What do you see as some of the main issues youth ministry is struggling with today? In my opinion so often I see that youth ministry is struggling with being relevant. For the past few weeks I have been talking with some of our top leaders about how we can draw in a high school crowd. In time past it was often said that winning teens to Christ by the time they were 18 was the goal cause after that the chances of them coming to God drops dramatically. From my perspective now back in ministry after a 5 year hiatus, it is as if you better win them before 8th grade. But I see so many youth ministries that aren’t relevant to today’s unsaved teens. So many are spending so much time trying to keep the ones they have that they are not reaching the lost. There are 32,000 teens from 6th grade to 12th grade within 30 miles of our church. So for us, even though our [volunteer] team has doubled our youth [group] attendance since April, we are not satisfied cause there are so many teens out there that have not heard the gospel.
What do you see as some of the main issues youth ministry is responding to effectively?
I really have to think about this one [because, since] coming back [to youth ministry], I have such a focus on the unsaved teenager.
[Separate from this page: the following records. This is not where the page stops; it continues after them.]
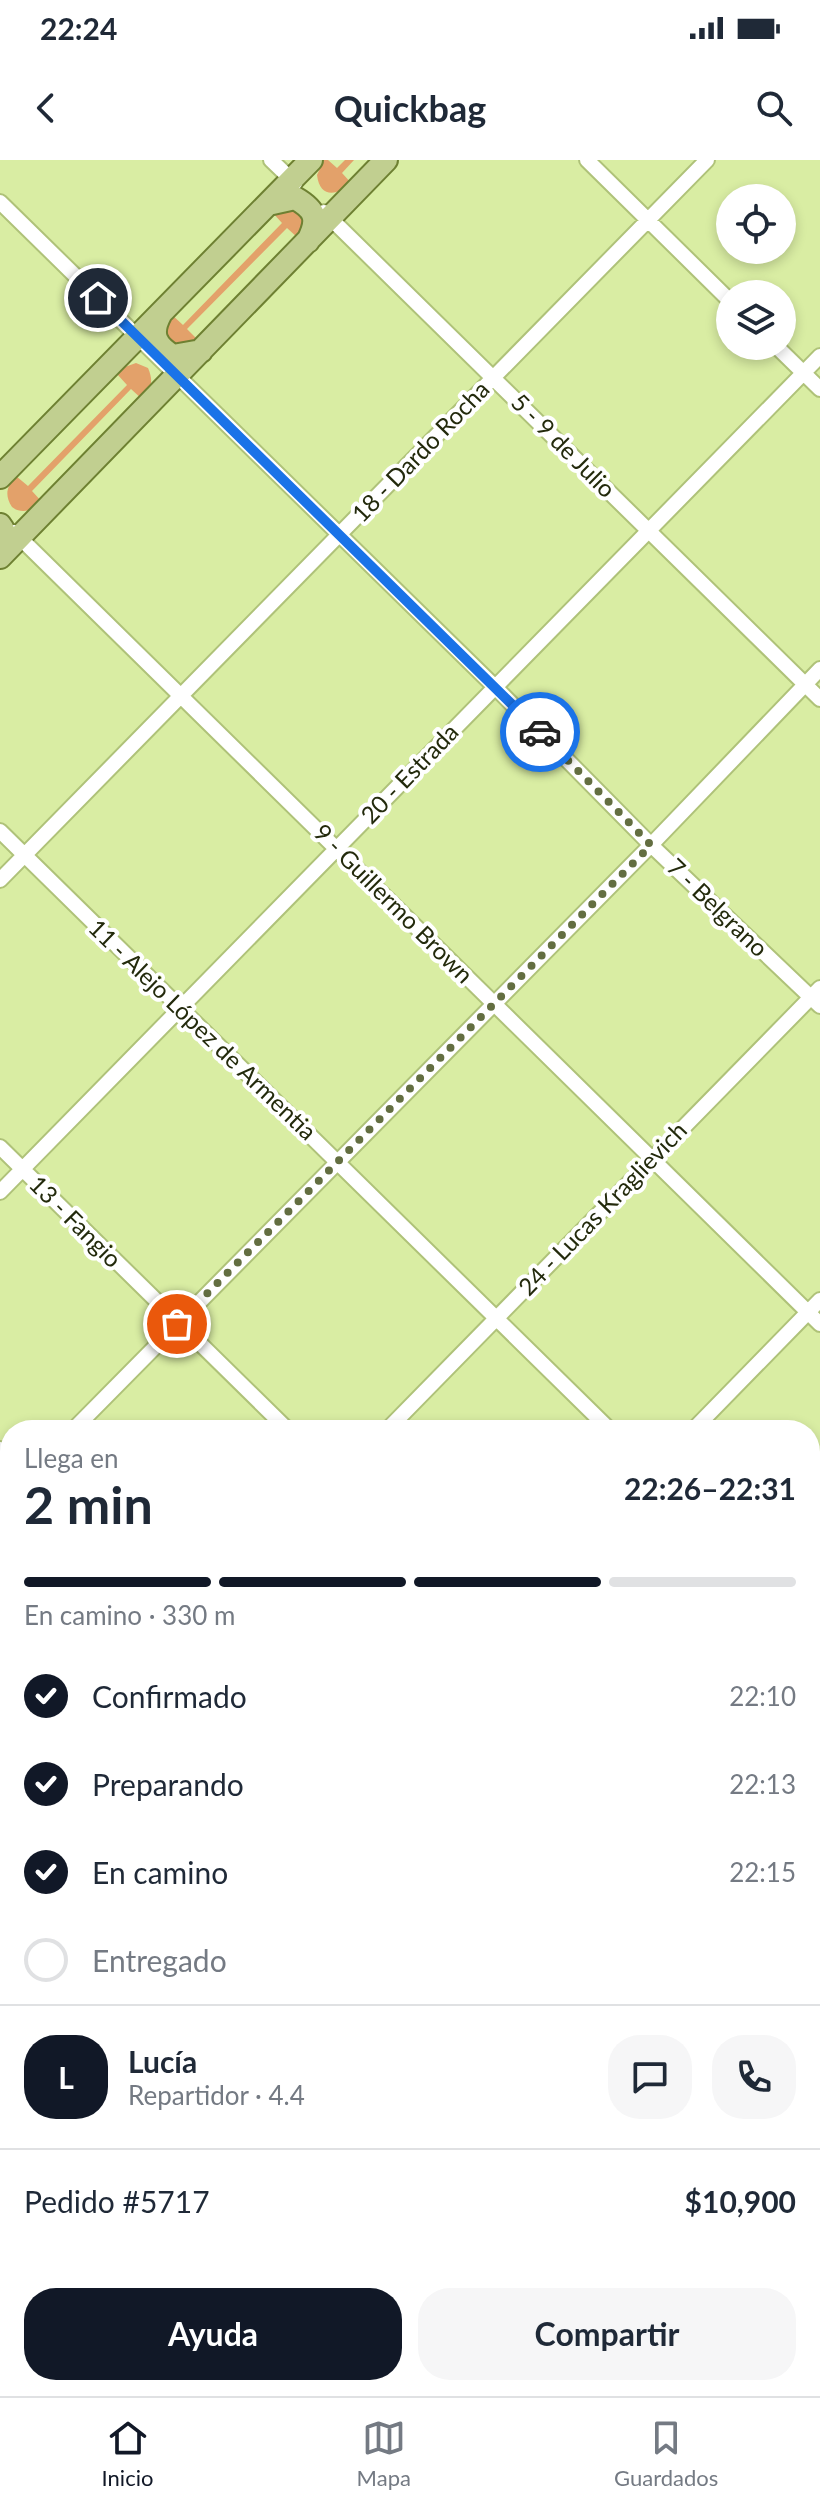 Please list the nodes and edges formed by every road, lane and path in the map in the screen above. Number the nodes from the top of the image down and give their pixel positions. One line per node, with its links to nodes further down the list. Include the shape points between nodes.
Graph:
1 (271, 160): 6 (street, 5 - 9 de Julio)
2 (311, 160): 6 (main road)
3 (386, 160): 9 (main road)
4 (587, 160): 10 (street)
5 (707, 160): 10 (street, 18 - Dardo Rocha)
6 (292, 180): 8 (main road); 9 (street, 5 - 9 de Julio)
7 (0, 202): 14 (street, 7 - Belgrano)
8 (268, 204): 11 (main road, via 295,198 306,204 314,215); 13 (main road)
9 (330, 218): 11 (main road); 20 (street, 5 - 9 de Julio)
10 (648, 220): 12 (street); 20 (street, 18 - Dardo Rocha)
11 (307, 242): 15 (main road)
12 (716, 287)
13 (160, 313): 14 (main road); 15 (main road, via 154,339 163,351 173,356)
14 (138, 337): 19 (street, 7 - Belgrano); 22 (main road)
15 (201, 351): 19 (main road)
16 (820, 356): 18 (street, 20 - Estrada)
17 (791, 360): 18 (street)
18 (804, 373): 21 (street); 25 (street, 20 - Estrada)
19 (177, 375): 24 (main road); 26 (street, 7 - Belgrano)
20 (493, 378): 25 (street, 5 - 9 de Julio); 26 (street, 18 - Dardo Rocha)
21 (820, 389)
22 (0, 477)
23 (0, 517): 24 (street, 9 - Guillermo Brown)
24 (10, 531): 27 (main road); 31 (street, 9 - Guillermo Brown)
25 (649, 531): 29 (street, 5 - 9 de Julio); 30 (street, 20 - Estrada)
26 (339, 535): 30 (street, 7 - Belgrano); 31 (street, 18 - Dardo Rocha)
27 (0, 556)
28 (820, 669): 29 (street)
29 (805, 684): 32 (street, 5 - 9 de Julio); 34 (street)
30 (495, 687): 34 (street, 7 - Belgrano); 35 (street, 20 - Estrada)
31 (181, 696): 35 (street, 9 - Guillermo Brown); 36 (street, 18 - Dardo Rocha)
32 (820, 699)
33 (0, 831): 36 (street, 11 - Alejo López de Armentia)
34 (651, 845): 38 (street, 7 - Belgrano); 39 (street)
35 (337, 849): 39 (street, 9 - Guillermo Brown); 40 (street, 20 - Estrada)
36 (24, 855): 37 (street, 18 - Dardo Rocha); 40 (street, 11 - Alejo López de Armentia)
37 (0, 880)
38 (817, 997): 42 (street, 24 - Lucas Kraglievich)
39 (493, 1002): 42 (street, 9 - Guillermo Brown); 43 (street)
40 (180, 1008): 43 (street, 11 - Alejo López de Armentia); 44 (street, 20 - Estrada)
41 (0, 1147): 44 (street, 13 - Fangio)
42 (652, 1159): 47 (street, 9 - Guillermo Brown); 48 (street, 24 - Lucas Kraglievich)
43 (336, 1162): 48 (street, 11 - Alejo López de Armentia); 49 (street)
44 (22, 1169): 45 (street, 20 - Estrada); 49 (street, 13 - Fangio)
45 (0, 1192)
46 (820, 1300): 47 (street)
47 (808, 1312): 50 (street, 9 - Guillermo Brown); 55 (street)
48 (496, 1318): 53 (street, 24 - Lucas Kraglievich); 54 (street, 11 - Alejo López de Armentia)
49 (177, 1324): 51 (street); 52 (street, 13 - Fangio)
50 (820, 1324)
51 (83, 1420)
52 (278, 1420)
53 (397, 1420)
54 (600, 1420)
55 (703, 1420)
Sometimes I wonder if youth ministry is responding effectively. Are we making a true difference? If the statistics are true, and some people don’t want to believe them, then we are failing. And one thing I am not ever going to do is say “that as long as I am there for the few that come I feel I am doing my part.” If the statistics say the only 4% of this generation is saved, then we are not responding effectively. And I am not even going to say that our ministry is being effective as well. Until the status quo changes we won’t know. Every week what drives me is whether we have created an environment that teens can bring their unsaved friends to.
Here is the thing: God has charged us with equipping our teens to reach their generation. So often we are equipping them with who “we” are as Christians and not equipping them to truly be effective. Then we send them out to do goofy Christian things and when there is no response or our teens are ridiculed we say things like, “Sometimes we are going to be persecuted for our faith.” Come on, man. God has called us to be more creative and relevant than that. Jesus changed water into “wine” (now I’m all about not drinking) and I believe it totally baffles the church but to the unbelievers of His time it was so on point. Jesus spent so much time being relevant to a lost generation that He wasn’t relevant to the church (Pharisees & Sadducees).
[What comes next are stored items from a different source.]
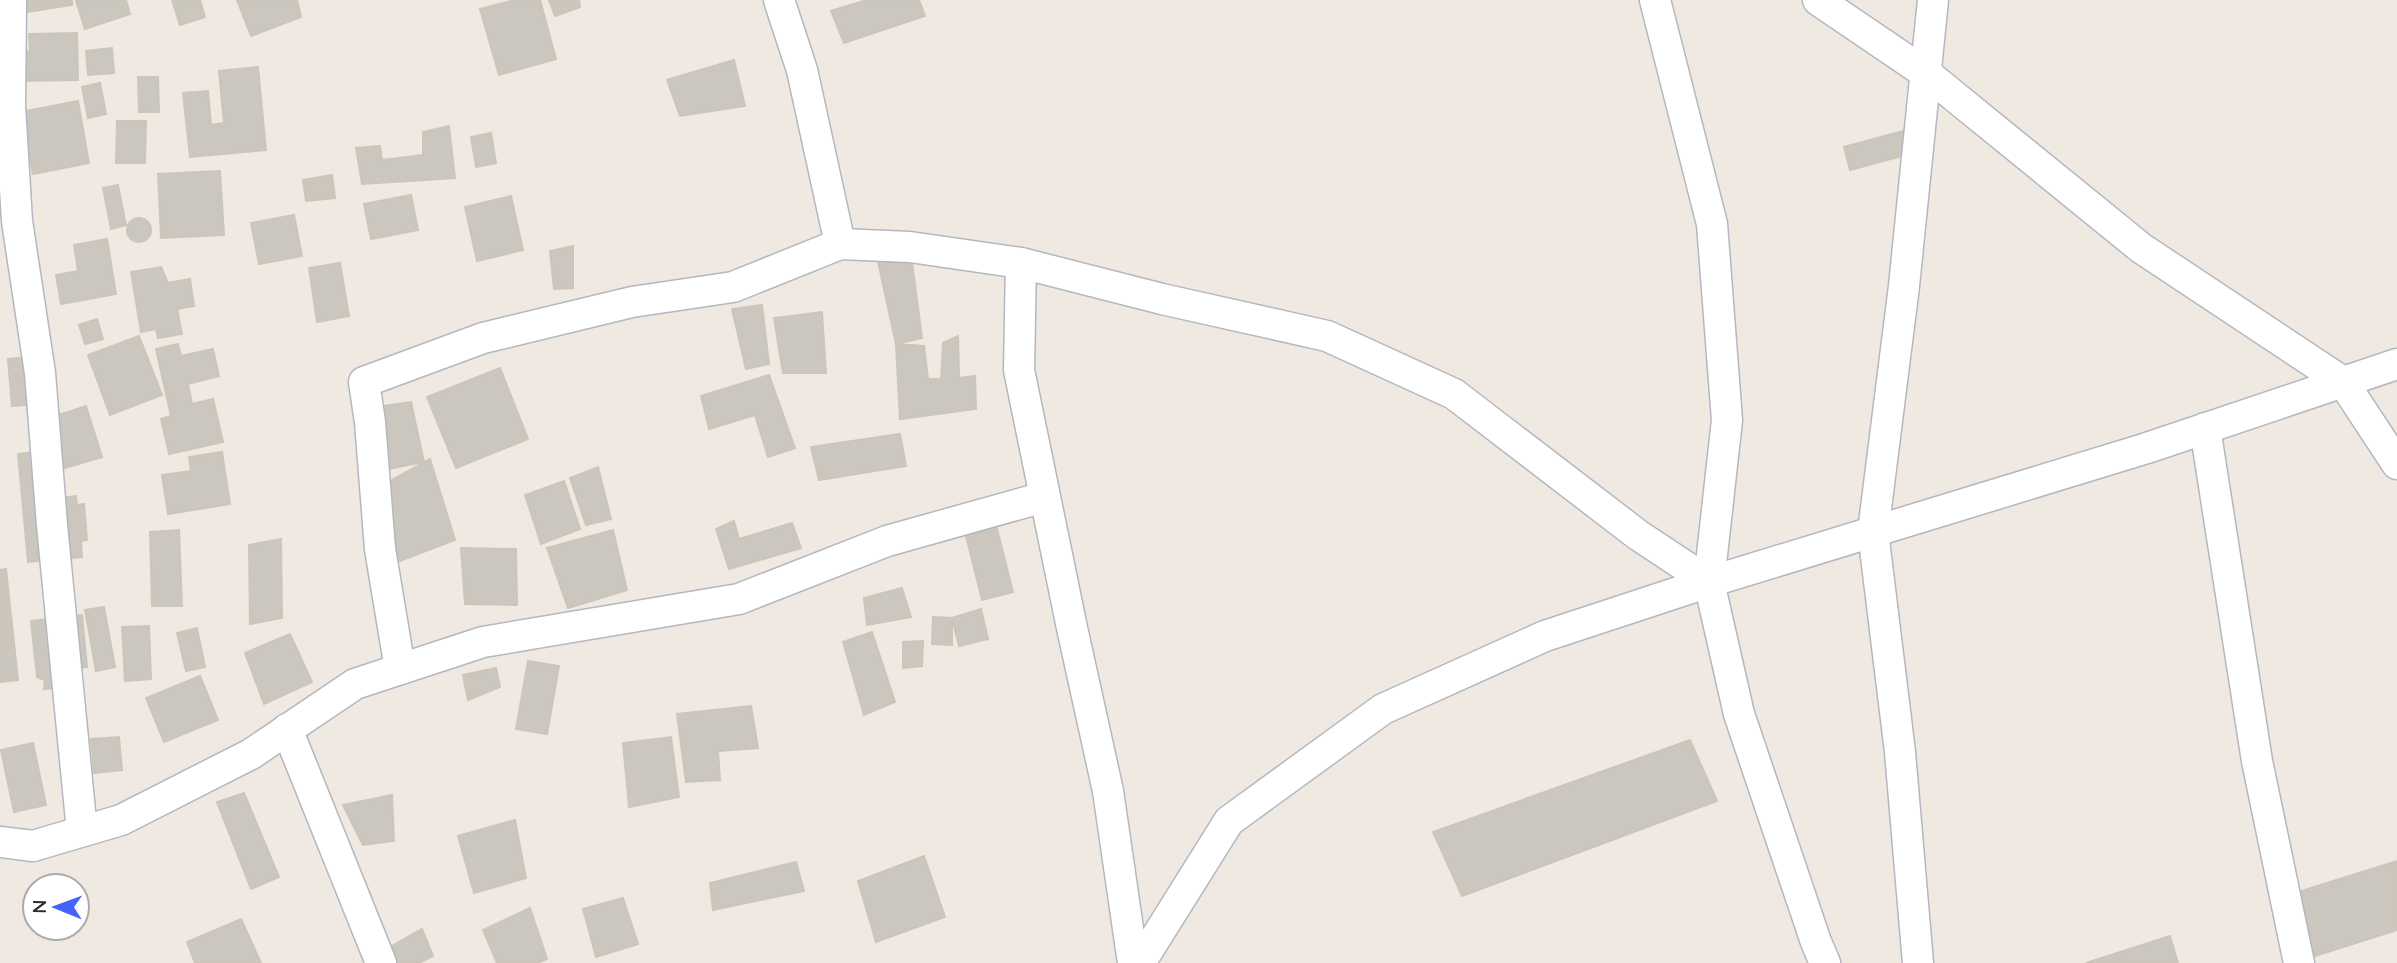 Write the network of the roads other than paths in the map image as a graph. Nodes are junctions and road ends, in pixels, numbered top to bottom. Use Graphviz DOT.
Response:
graph roads {
  1 [pos="11,0"];
  2 [pos="779,0"];
  3 [pos="1655,0"];
  4 [pos="1818,0"];
  5 [pos="1933,0"];
  6 [pos="3,74"];
  7 [pos="1927,74"];
  8 [pos="840,244"];
  9 [pos="1021,263"];
  10 [pos="2397,364"];
  11 [pos="2343,382"];
  12 [pos="2205,428"];
  13 [pos="2397,464"];
  14 [pos="1044,497"];
  15 [pos="1873,532"];
  16 [pos="1709,582"];
  17 [pos="400,669"];
  18 [pos="286,729"];
  19 [pos="82,831"];
  20 [pos="0,842"];
  21 [pos="381,963"];
  22 [pos="1133,963"];
  23 [pos="1140,963"];
  24 [pos="1825,963"];
  25 [pos="1917,963"];
  26 [pos="2299,963"];
  1 -- 6 [label="street"];
  2 -- 8 [label="street"];
  3 -- 16 [label="street"];
  4 -- 7 [label="street"];
  5 -- 7 [label="street"];
  6 -- 19 [label="street"];
  7 -- 11 [label="street"];
  7 -- 15 [label="street"];
  8 -- 9 [label="street"];
  8 -- 17 [label="street"];
  9 -- 14 [label="street"];
  9 -- 16 [label="street"];
  10 -- 11 [label="street"];
  11 -- 12 [label="street"];
  11 -- 13 [label="street"];
  12 -- 15 [label="street"];
  12 -- 26 [label="street"];
  14 -- 17 [label="street"];
  14 -- 22 [label="street"];
  15 -- 16 [label="street"];
  15 -- 25 [label="street"];
  16 -- 23 [label="street"];
  16 -- 24 [label="street"];
  17 -- 18 [label="street"];
  18 -- 19 [label="street"];
  18 -- 21 [label="street"];
  19 -- 20 [label="street"];
}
In what ways does youth ministry need to change?
It goes back to the whole relevant thing. If a group of unsaved teens walked in to our youth ministry, would we be speaking their language? Too often we are speaking so much “Christianese” and our “services” are designed for Christians. We are striving hard to change that in our meetings. Even changing the terms that we call everything. Sermons are messages, services are meetings, etc.